МакКеон был рад этому. Ему нравилась Элис Трумэн, но как бы остальные шкиперы эскадры ни уважали капитана Харрингтон, он прекрасно понимал, что они не заговорят первыми о том, о чем молчит она. А из опыта общения с Хонор он знал, что она никогда не станет делиться своей болью с членами собственной команды – и что она далеко не так уверена в себе, как ей бы того хотелось.
Он доел персиковый десерт и со вздохом расслабился. МакГиннес предложил ему свежий кофе.
– Спасибо, Мак, – сказал он и внутренне вздрогнул, когда стюард налил в кружку Хонор какао.
– Не понимаю, как ты можешь это пить, – усмехнулся он, когда МакГиннес ушел. – Особенно после такого сладкого и липкого десерта.
– Ну что ж, – улыбнулась Хонор, отхлебнув глоток, – а я никогда не понимала, как вы все наливаетесь кофе. Брр! – Она вздрогнула. – Пахнет неплохо, но я бы его даже на смазку не пустила.
– Не так уж он и плох, – запротестовал МакКеон.
– По-моему, любить кофе – это приобретенный навык, и я не собираюсь его приобретать.
– Он хотя бы не густой и не липкий.
– Кроме запаха, это его единственное достоинство. – В ее темных глазах блестела улыбка. – Зиму на Сфинксе он тебе пережить не поможет.
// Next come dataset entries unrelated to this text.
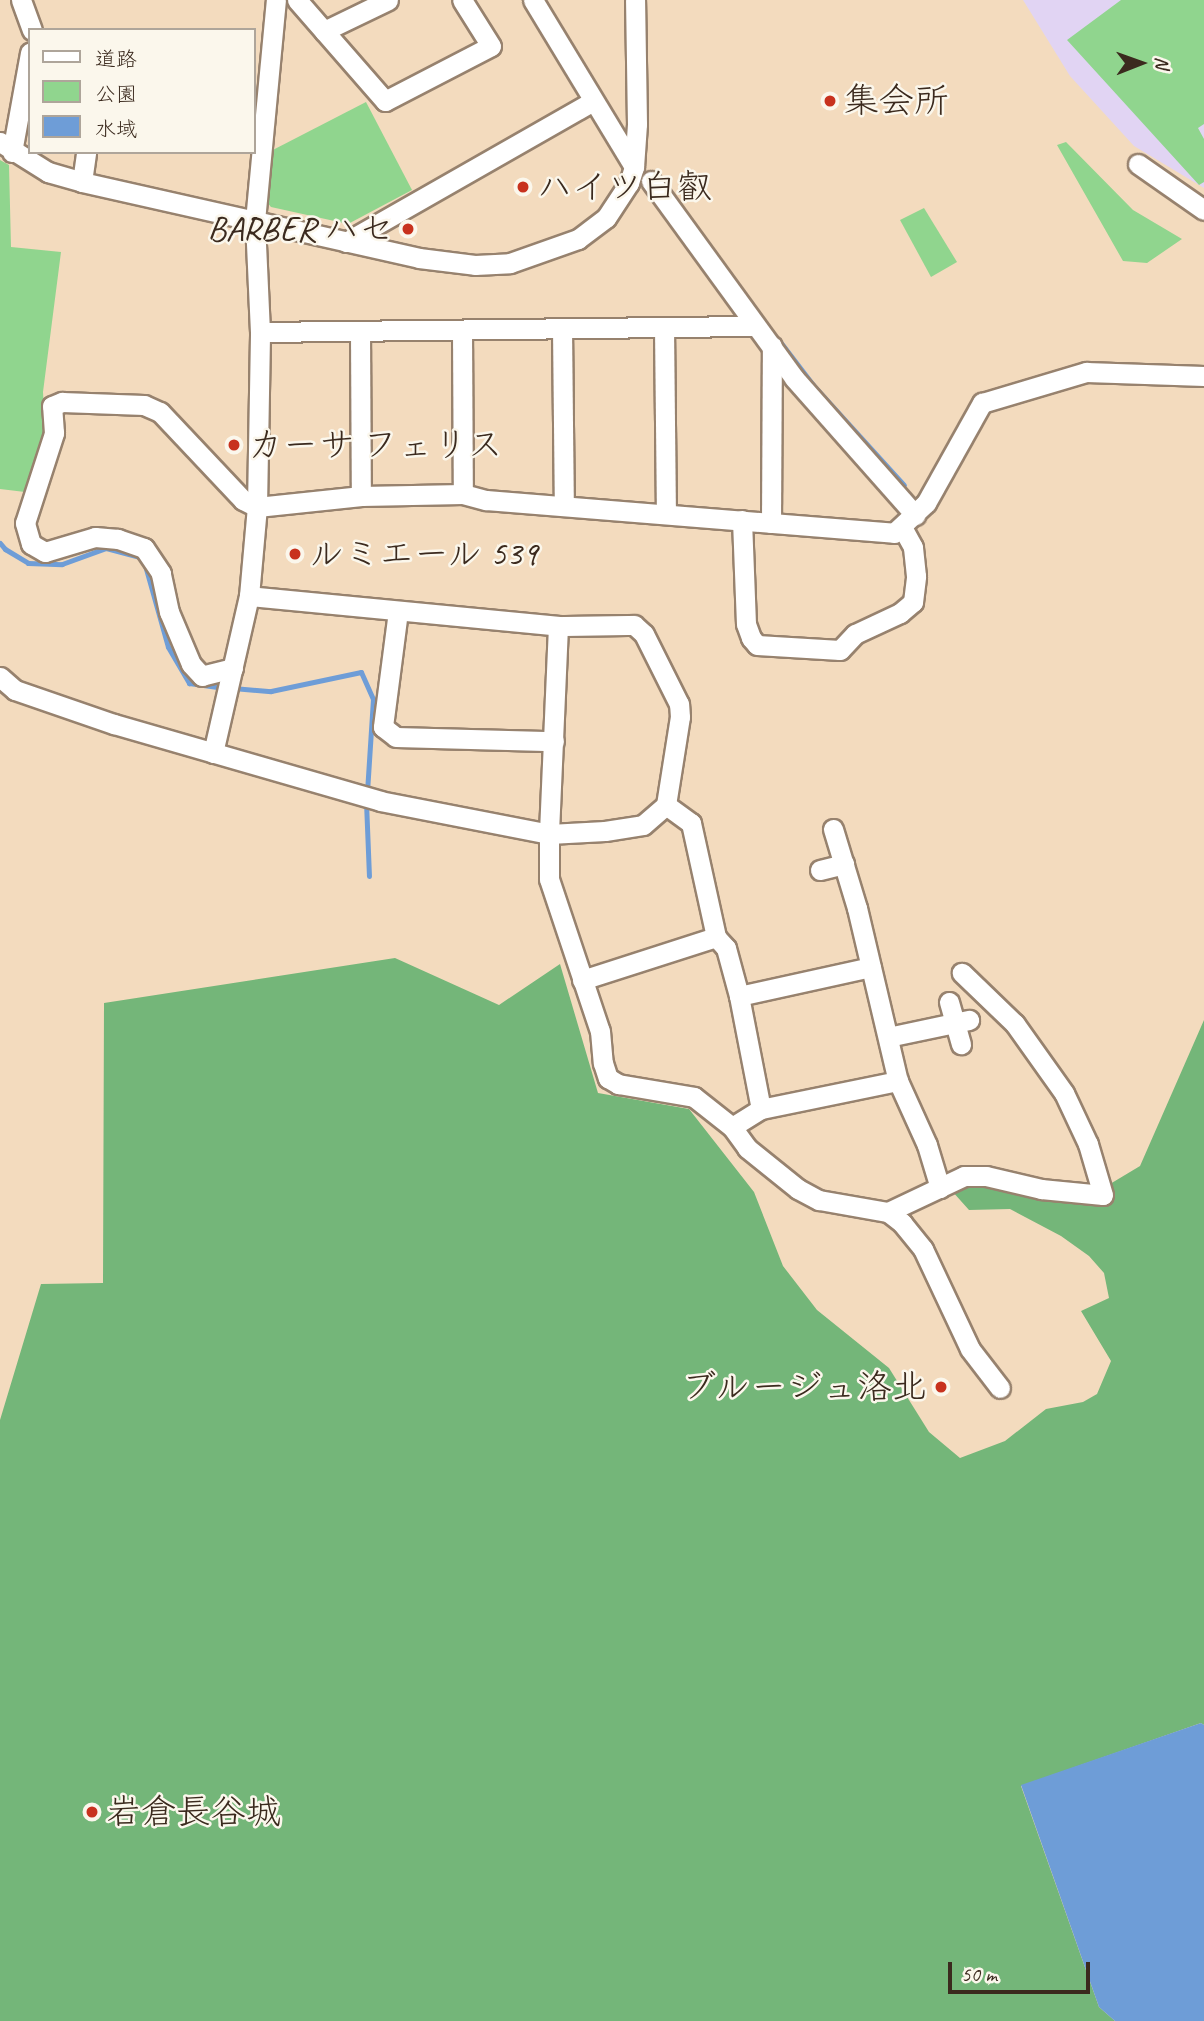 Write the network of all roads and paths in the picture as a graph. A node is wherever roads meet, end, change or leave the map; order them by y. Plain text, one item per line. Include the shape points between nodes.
1 (21, 0) edge
2 (276, 0) edge
3 (297, 0) edge
4 (388, 0) edge
5 (462, 0) edge
6 (533, 0) edge
7 (635, 0) edge
8 (31, 28) edge
9 (324, 31) junction
10 (28, 61) edge
11 (593, 101) junction
12 (259, 120) edge
13 (6, 147) edge
14 (86, 154) edge
15 (1138, 164) dead end
16 (634, 167) junction
17 (651, 181) dead end
18 (82, 182) junction
19 (1204, 210) edge
20 (255, 221) junction
21 (346, 242) junction
22 (755, 326) junction
23 (664, 327) junction
24 (562, 328) junction
25 (462, 330) junction
26 (360, 331) junction
27 (260, 332) junction
28 (772, 346) junction
29 (1204, 376) edge
30 (463, 494) junction
31 (361, 496) junction
32 (257, 506) junction
33 (564, 506) junction
34 (666, 514) junction
35 (742, 520) junction
36 (909, 521) junction
37 (771, 523) junction
38 (249, 596) junction
39 (398, 611) junction
40 (558, 626) junction
41 (233, 668) junction
42 (0, 677) edge
43 (554, 741) junction
44 (213, 753) junction
45 (666, 805) junction
46 (833, 829) dead end
47 (549, 834) junction
48 (844, 864) junction
49 (820, 870) dead end
50 (716, 937) junction
51 (871, 967) junction
52 (962, 974) dead end
53 (582, 980) junction
54 (740, 996) junction
55 (949, 1002) dead end
56 (962, 1022) junction
57 (888, 1037) junction
58 (961, 1044) dead end
59 (898, 1081) junction
60 (761, 1109) junction
61 (732, 1127) junction
62 (940, 1188) junction
63 (888, 1212) junction
64 (1000, 1388) dead end

1 - 8 street
2 - 12 street
3 - 9 street
4 - 9 street
5 - 9 street via 491,46 386,101
6 - 11 street
7 - 16 street via 638,124
10 - 13 street
11 - 16 street
11 - 21 street
12 - 20 street
13 - 18 street via 48,172
14 - 18 street
15 - 19 street
16 - 21 street via 621,200 606,218 578,239 510,263 446,262
17 - 22 street
18 - 20 street
20 - 21 street
20 - 27 street
22 - 23 street
22 - 28 street
23 - 24 street
23 - 34 street
24 - 25 street
24 - 33 street
25 - 26 street
25 - 30 street
26 - 27 street
26 - 31 street
27 - 32 street
28 - 36 street
28 - 37 street
29 - 36 street via 1086,372 982,403 926,503
30 - 31 street
30 - 33 street
31 - 32 street
32 - 38 street
32 - 41 street via 243,500 160,412 144,405 62,402 52,406 54,433 25,523 31,544 45,552 95,537 144,548 161,573 169,612 191,664 202,676
33 - 34 street
34 - 35 street
35 - 36 street via 746,624 751,638 757,645 840,650 855,634 914,602
35 - 37 street
36 - 37 street via 894,533
38 - 39 street
38 - 41 street
39 - 40 street
39 - 43 street via 383,727 389,732 396,737
40 - 43 street
40 - 45 street via 634,625 644,634 679,704
41 - 44 street
42 - 44 street via 15,690
43 - 47 street
44 - 47 street via 380,801
45 - 47 street via 643,825
45 - 50 street via 691,823
46 - 48 street
47 - 53 street via 549,879
48 - 49 street
48 - 51 street
50 - 53 street
50 - 54 street via 726,948
51 - 54 street
51 - 57 street
52 - 62 street via 1014,1024 1063,1093 1088,1144 1103,1195 1041,1189 986,1176 964,1176
53 - 61 street via 600,1031 608,1078 618,1084 694,1097
54 - 60 street
55 - 56 street
56 - 57 street
56 - 58 street
57 - 59 street
59 - 60 street
59 - 62 street via 927,1145
60 - 61 street
61 - 63 street via 747,1148 797,1189 818,1200
62 - 63 street
63 - 64 street via 923,1250 970,1349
Тут нужен настоящий горячий напиток.
– Да я пока и не собираюсь переживать зиму на Сфинксе.
– А это потому, что ты изнеженный мантикорец. Ты думаешь, у вас там погода? – Он фыркнул. – Вы там все так избалованы, что какой-нибудь метр снега для вас уже катастрофа.
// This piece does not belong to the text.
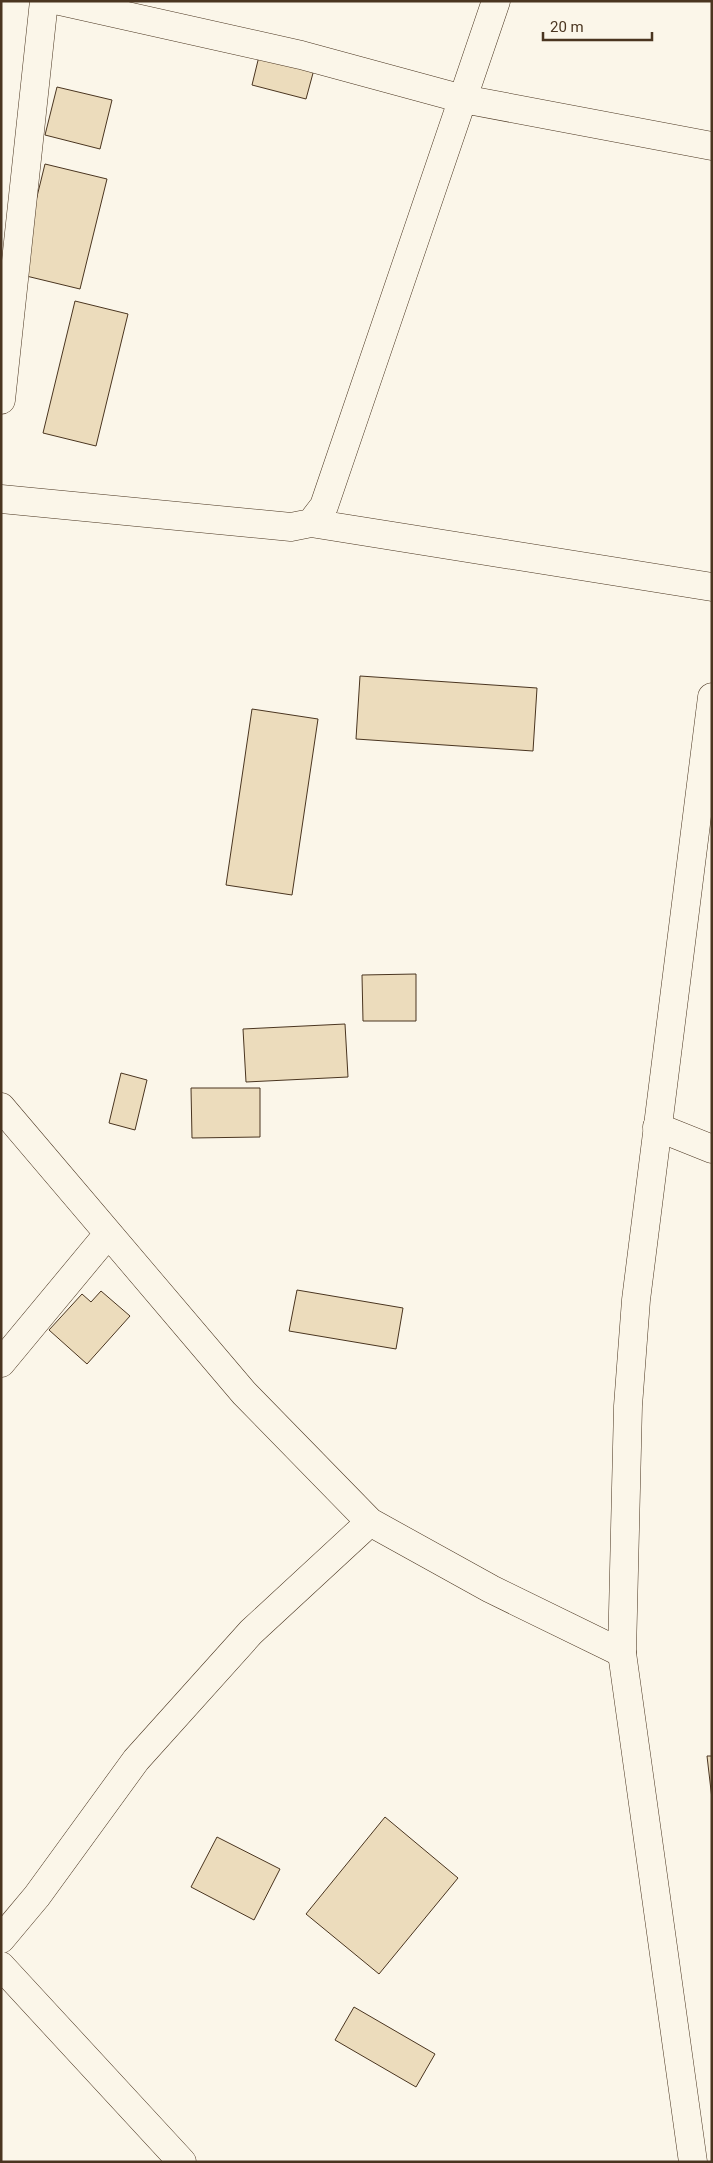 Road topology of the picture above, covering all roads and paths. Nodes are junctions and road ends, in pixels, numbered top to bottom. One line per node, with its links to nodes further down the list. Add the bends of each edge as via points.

– Правда? Что-то я не вижу, чтобы ты торопилась переселиться на Грифон.
– Если я люблю настоящую погоду, это еще не значит, что я мазохистка.
– Вряд ли коммандер ДюМорн одобрит поклеп на климат его родной планеты.
– Да Стив после Академии раза два, наверное, возвращался на Грифон, и если ты думаешь, что я ругаю тамошнюю погоду, ты бы его послушал. Остров Саганами обратил его в истинную веру, и он давным-давно переселил всю свою семью на залив Джейсон.
– Понятно, – МакКеон повертел чашку. На лице его улыбка боролась с хмурым выражением. – Кстати, об истинной вере. Как тебе Грейсон?
Веселье в глазах Хонор погасло. Она сделала еще глоток какао, оттягивая ответ, но МакКеон терпеливо ждал. Он весь вечер старался перевести разговор на Грейсон, и уж теперь он ей отвертеться не даст. Может, он и был ее подчиненным, но он еще был ее другом.
– Я стараюсь о них не думать, – сказала она после долгой паузы, мрачно сдаваясь перед его упорством. – Они провинциальны, узколобы и полны предрассудков, и если бы адмирал не разрешил мне от них убраться, я бы начала трясти их за шиворот.
– Не самый дипломатичный способ общения, мэм, – пробормотал МакКеон, и ее губы дрогнули в невольной улыбке.
– Я не особо дипломатично себя чувствовала. И честно говоря, общение с ними меня тоже не очень заботило.
– Тогда ты была не права, – очень тихо сказал МакКеон. Ее губы сжались в хорошо знакомой ему упрямой гримасе, но он продолжил тем же тоном: – Когда-то давно у тебя был паршивый старпом, которому личные обиды мешали выполнять свой долг. – Он увидел, как она вздрогнула, когда слова его достигли цели. – Не давай никому загнать себя в такое же положение, Хонор.
Между ними воцарилось молчание. Нимиц переместился со своего стула на колени Хонор. Он встал на задние лапы, опершись остальными двумя парами о стол, и стал по очереди разглядывать их обоих.
– Ты к этому вел весь вечер, правильно? – спросила она наконец.
– Вроде того. Ты тогда могла положить моей карьере конец – и видит Бог, у тебя была масса поводов, – и я не хочу, чтобы ты делала ошибки по тем же причинам, что и я.
– Ошибки? – повторила она резко, но он не уступил.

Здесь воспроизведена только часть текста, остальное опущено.